**WHAT THE EXERCISE ASKS**
The records underneath are to be repeated exactly, with the pictures left out.

**DATA FOR REVIEW**
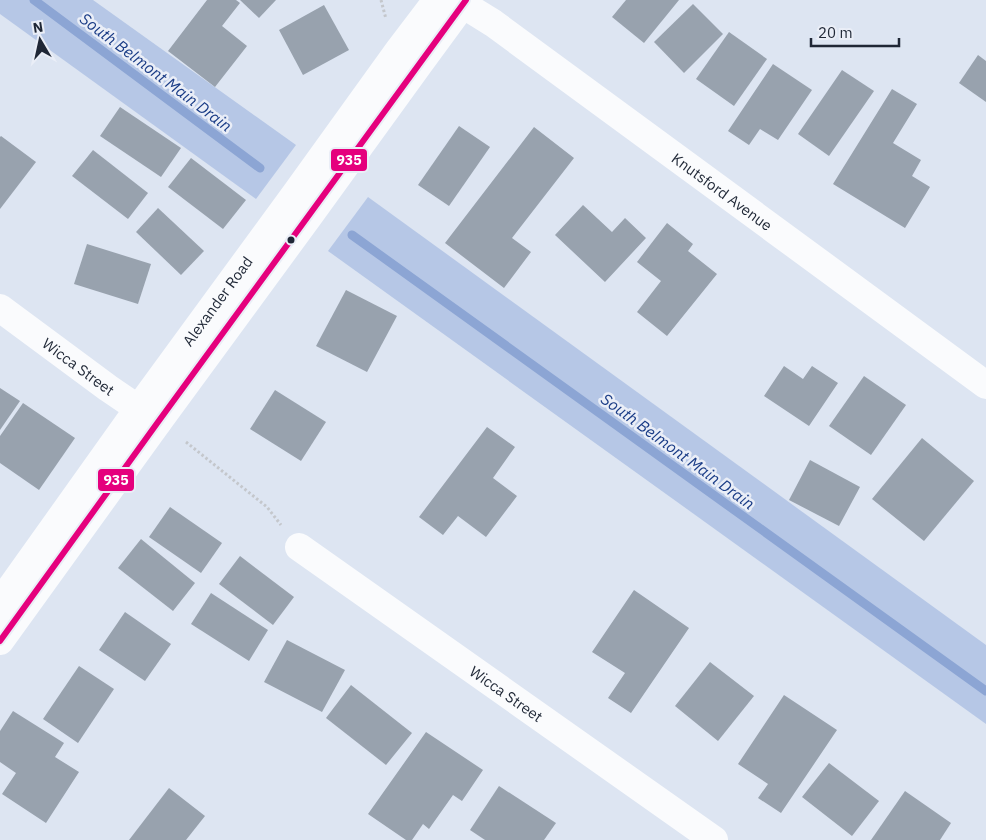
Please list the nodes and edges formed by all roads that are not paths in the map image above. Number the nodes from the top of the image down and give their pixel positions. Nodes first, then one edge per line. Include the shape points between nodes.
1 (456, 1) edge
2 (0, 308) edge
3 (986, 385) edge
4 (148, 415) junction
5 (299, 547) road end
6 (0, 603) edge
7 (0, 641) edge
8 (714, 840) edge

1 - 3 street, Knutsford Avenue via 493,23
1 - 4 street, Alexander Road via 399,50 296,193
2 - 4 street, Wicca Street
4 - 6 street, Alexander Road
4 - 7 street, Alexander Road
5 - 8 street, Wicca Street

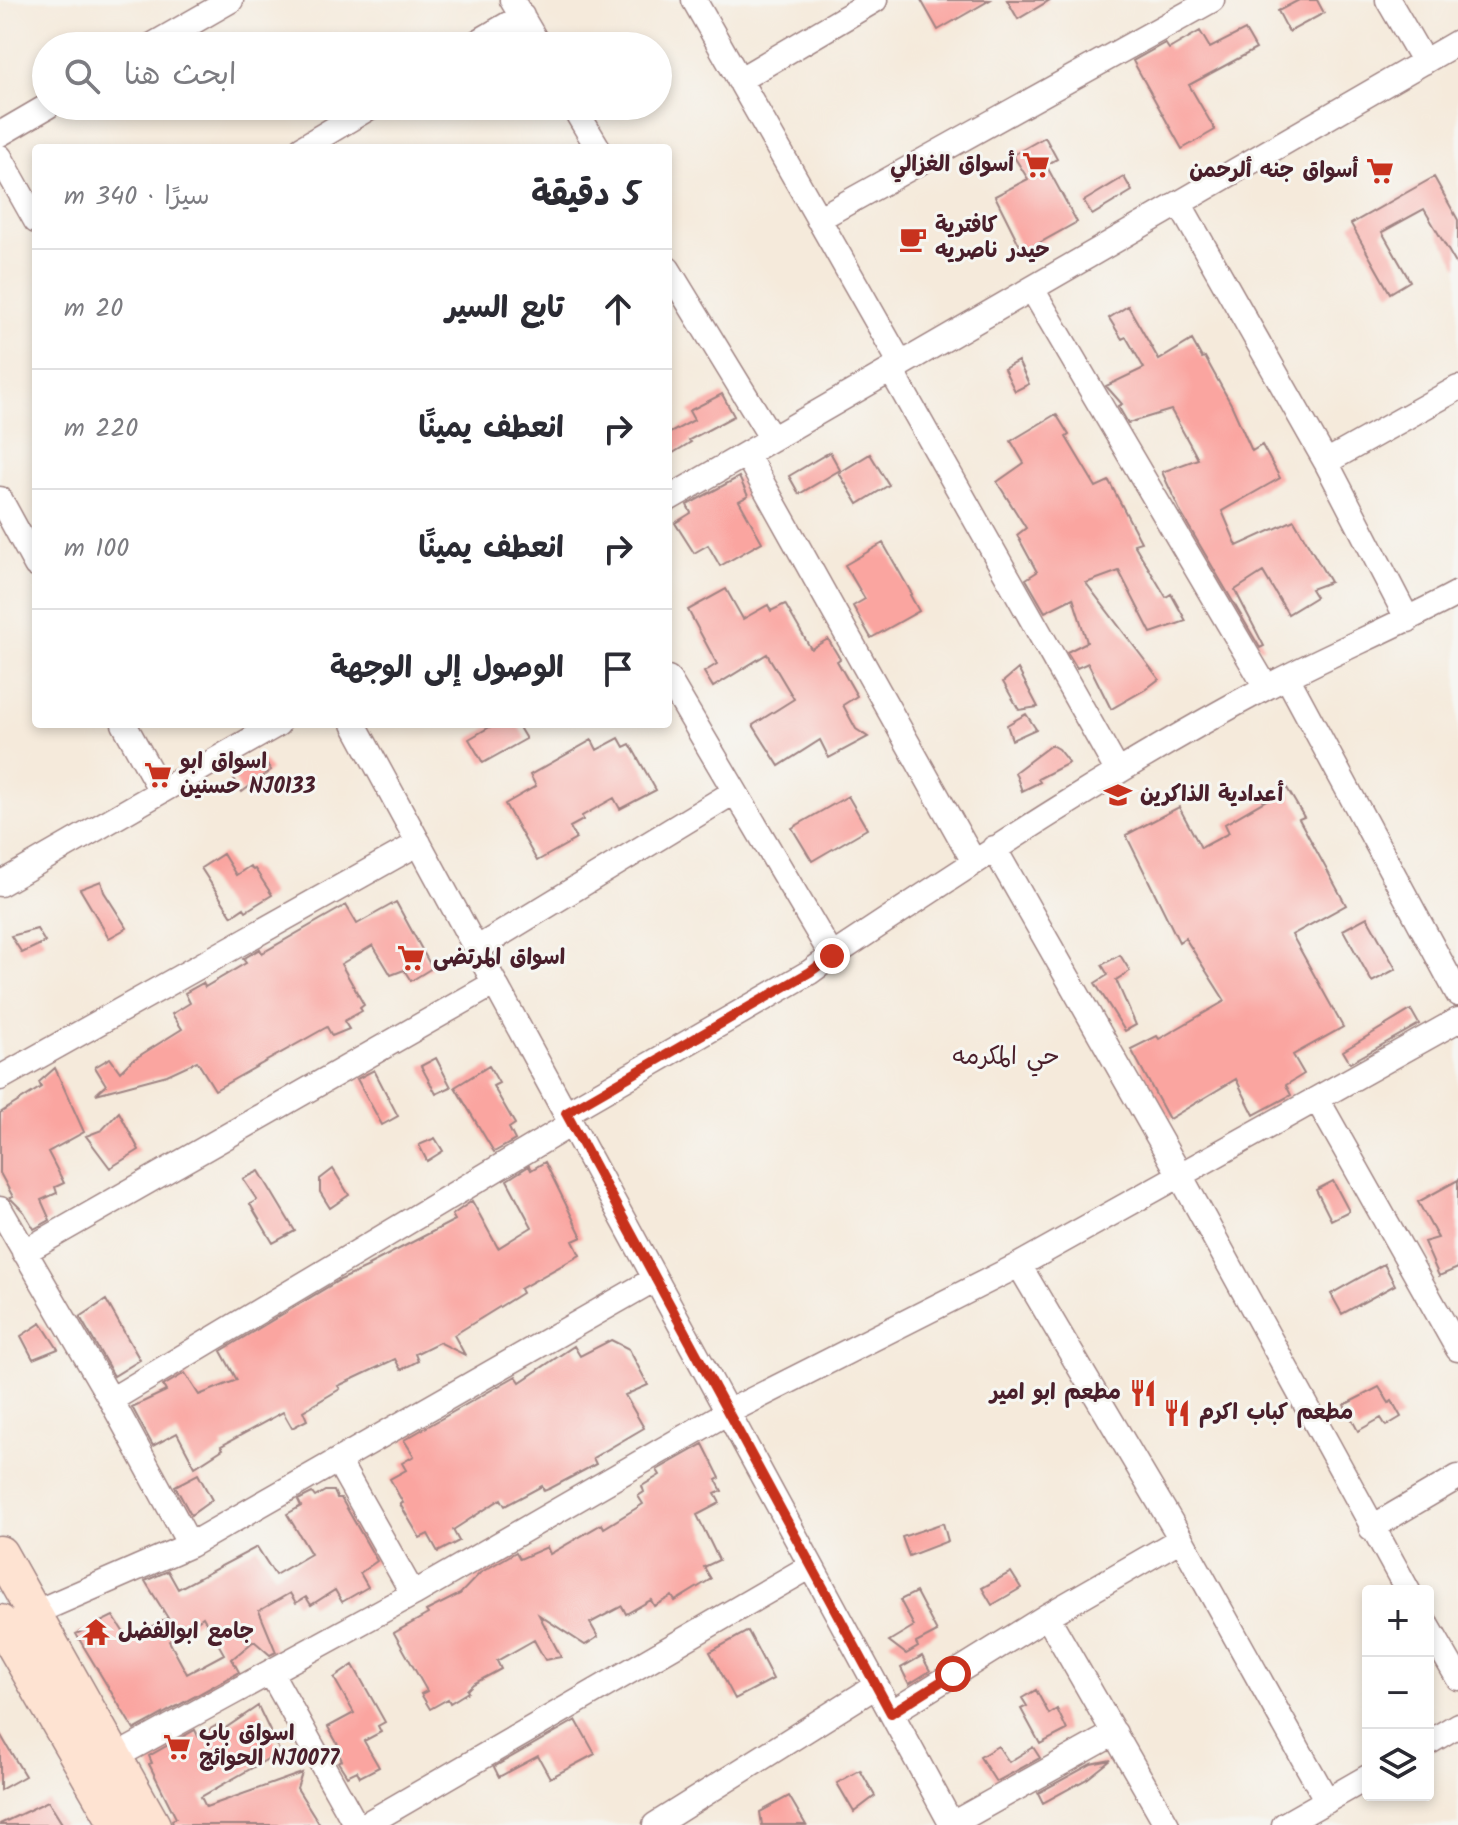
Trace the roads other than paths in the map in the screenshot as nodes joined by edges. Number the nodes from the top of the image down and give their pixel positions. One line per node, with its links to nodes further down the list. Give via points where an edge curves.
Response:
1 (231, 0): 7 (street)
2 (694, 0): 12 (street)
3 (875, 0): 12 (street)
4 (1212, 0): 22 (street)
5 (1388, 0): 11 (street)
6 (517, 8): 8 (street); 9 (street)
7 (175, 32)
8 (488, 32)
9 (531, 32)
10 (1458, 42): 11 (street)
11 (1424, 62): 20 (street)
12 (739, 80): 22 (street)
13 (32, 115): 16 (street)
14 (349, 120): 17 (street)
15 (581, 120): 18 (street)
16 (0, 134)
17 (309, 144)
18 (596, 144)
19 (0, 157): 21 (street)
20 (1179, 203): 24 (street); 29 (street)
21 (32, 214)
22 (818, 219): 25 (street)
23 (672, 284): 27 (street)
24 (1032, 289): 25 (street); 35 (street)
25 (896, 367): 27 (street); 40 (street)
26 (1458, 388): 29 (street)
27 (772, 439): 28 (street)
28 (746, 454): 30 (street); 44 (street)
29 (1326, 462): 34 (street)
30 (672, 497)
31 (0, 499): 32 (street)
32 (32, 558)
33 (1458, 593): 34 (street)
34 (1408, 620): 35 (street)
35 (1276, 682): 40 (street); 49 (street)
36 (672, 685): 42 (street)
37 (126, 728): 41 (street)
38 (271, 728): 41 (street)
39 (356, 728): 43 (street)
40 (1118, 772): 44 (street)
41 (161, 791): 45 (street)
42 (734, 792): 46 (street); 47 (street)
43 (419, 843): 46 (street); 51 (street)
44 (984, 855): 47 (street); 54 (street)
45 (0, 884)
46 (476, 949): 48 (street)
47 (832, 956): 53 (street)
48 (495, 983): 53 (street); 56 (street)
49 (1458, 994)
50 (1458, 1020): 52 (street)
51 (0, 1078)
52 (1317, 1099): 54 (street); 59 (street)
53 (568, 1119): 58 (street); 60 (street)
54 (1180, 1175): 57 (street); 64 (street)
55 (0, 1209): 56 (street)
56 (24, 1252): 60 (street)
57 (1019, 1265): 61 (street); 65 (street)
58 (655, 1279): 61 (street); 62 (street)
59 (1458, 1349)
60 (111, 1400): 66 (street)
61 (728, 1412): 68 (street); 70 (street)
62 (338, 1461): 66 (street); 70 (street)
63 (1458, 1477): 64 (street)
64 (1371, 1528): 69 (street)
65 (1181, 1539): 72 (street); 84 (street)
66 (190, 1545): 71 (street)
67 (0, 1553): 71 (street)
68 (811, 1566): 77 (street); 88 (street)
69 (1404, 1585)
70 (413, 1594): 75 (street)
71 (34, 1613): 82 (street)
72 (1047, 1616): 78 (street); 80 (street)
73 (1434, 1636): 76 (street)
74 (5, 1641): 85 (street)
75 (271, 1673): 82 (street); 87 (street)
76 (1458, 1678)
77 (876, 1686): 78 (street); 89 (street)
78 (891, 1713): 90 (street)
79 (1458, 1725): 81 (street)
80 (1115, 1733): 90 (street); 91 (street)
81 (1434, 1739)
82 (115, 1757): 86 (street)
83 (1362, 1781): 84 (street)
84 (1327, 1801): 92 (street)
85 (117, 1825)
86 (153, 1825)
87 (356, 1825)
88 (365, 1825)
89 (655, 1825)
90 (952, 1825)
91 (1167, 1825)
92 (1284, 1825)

**ANSWER**
Please list the nodes and edges formed by all roads that are not paths in the map image above. Number the nodes from the top of the image down and give their pixel positions. Nodes first, then one edge per line. Include the shape points between nodes.
1 (456, 1) edge
2 (0, 308) edge
3 (986, 385) edge
4 (148, 415) junction
5 (299, 547) road end
6 (0, 603) edge
7 (0, 641) edge
8 (714, 840) edge

1 - 3 street, Knutsford Avenue via 493,23
1 - 4 street, Alexander Road via 399,50 296,193
2 - 4 street, Wicca Street
4 - 6 street, Alexander Road
4 - 7 street, Alexander Road
5 - 8 street, Wicca Street

Trace the roads other than paths in the map in the screenshot as nodes joined by edges. Number the nodes from the top of the image down and give their pixel positions. One line per node, with its links to nodes further down the list. Give via points where an edge curves.
Response:
1 (231, 0): 7 (street)
2 (694, 0): 12 (street)
3 (875, 0): 12 (street)
4 (1212, 0): 22 (street)
5 (1388, 0): 11 (street)
6 (517, 8): 8 (street); 9 (street)
7 (175, 32)
8 (488, 32)
9 (531, 32)
10 (1458, 42): 11 (street)
11 (1424, 62): 20 (street)
12 (739, 80): 22 (street)
13 (32, 115): 16 (street)
14 (349, 120): 17 (street)
15 (581, 120): 18 (street)
16 (0, 134)
17 (309, 144)
18 (596, 144)
19 (0, 157): 21 (street)
20 (1179, 203): 24 (street); 29 (street)
21 (32, 214)
22 (818, 219): 25 (street)
23 (672, 284): 27 (street)
24 (1032, 289): 25 (street); 35 (street)
25 (896, 367): 27 (street); 40 (street)
26 (1458, 388): 29 (street)
27 (772, 439): 28 (street)
28 (746, 454): 30 (street); 44 (street)
29 (1326, 462): 34 (street)
30 (672, 497)
31 (0, 499): 32 (street)
32 (32, 558)
33 (1458, 593): 34 (street)
34 (1408, 620): 35 (street)
35 (1276, 682): 40 (street); 49 (street)
36 (672, 685): 42 (street)
37 (126, 728): 41 (street)
38 (271, 728): 41 (street)
39 (356, 728): 43 (street)
40 (1118, 772): 44 (street)
41 (161, 791): 45 (street)
42 (734, 792): 46 (street); 47 (street)
43 (419, 843): 46 (street); 51 (street)
44 (984, 855): 47 (street); 54 (street)
45 (0, 884)
46 (476, 949): 48 (street)
47 (832, 956): 53 (street)
48 (495, 983): 53 (street); 56 (street)
49 (1458, 994)
50 (1458, 1020): 52 (street)
51 (0, 1078)
52 (1317, 1099): 54 (street); 59 (street)
53 (568, 1119): 58 (street); 60 (street)
54 (1180, 1175): 57 (street); 64 (street)
55 (0, 1209): 56 (street)
56 (24, 1252): 60 (street)
57 (1019, 1265): 61 (street); 65 (street)
58 (655, 1279): 61 (street); 62 (street)
59 (1458, 1349)
60 (111, 1400): 66 (street)
61 (728, 1412): 68 (street); 70 (street)
62 (338, 1461): 66 (street); 70 (street)
63 (1458, 1477): 64 (street)
64 (1371, 1528): 69 (street)
65 (1181, 1539): 72 (street); 84 (street)
66 (190, 1545): 71 (street)
67 (0, 1553): 71 (street)
68 (811, 1566): 77 (street); 88 (street)
69 (1404, 1585)
70 (413, 1594): 75 (street)
71 (34, 1613): 82 (street)
72 (1047, 1616): 78 (street); 80 (street)
73 (1434, 1636): 76 (street)
74 (5, 1641): 85 (street)
75 (271, 1673): 82 (street); 87 (street)
76 (1458, 1678)
77 (876, 1686): 78 (street); 89 (street)
78 (891, 1713): 90 (street)
79 (1458, 1725): 81 (street)
80 (1115, 1733): 90 (street); 91 (street)
81 (1434, 1739)
82 (115, 1757): 86 (street)
83 (1362, 1781): 84 (street)
84 (1327, 1801): 92 (street)
85 (117, 1825)
86 (153, 1825)
87 (356, 1825)
88 (365, 1825)
89 (655, 1825)
90 (952, 1825)
91 (1167, 1825)
92 (1284, 1825)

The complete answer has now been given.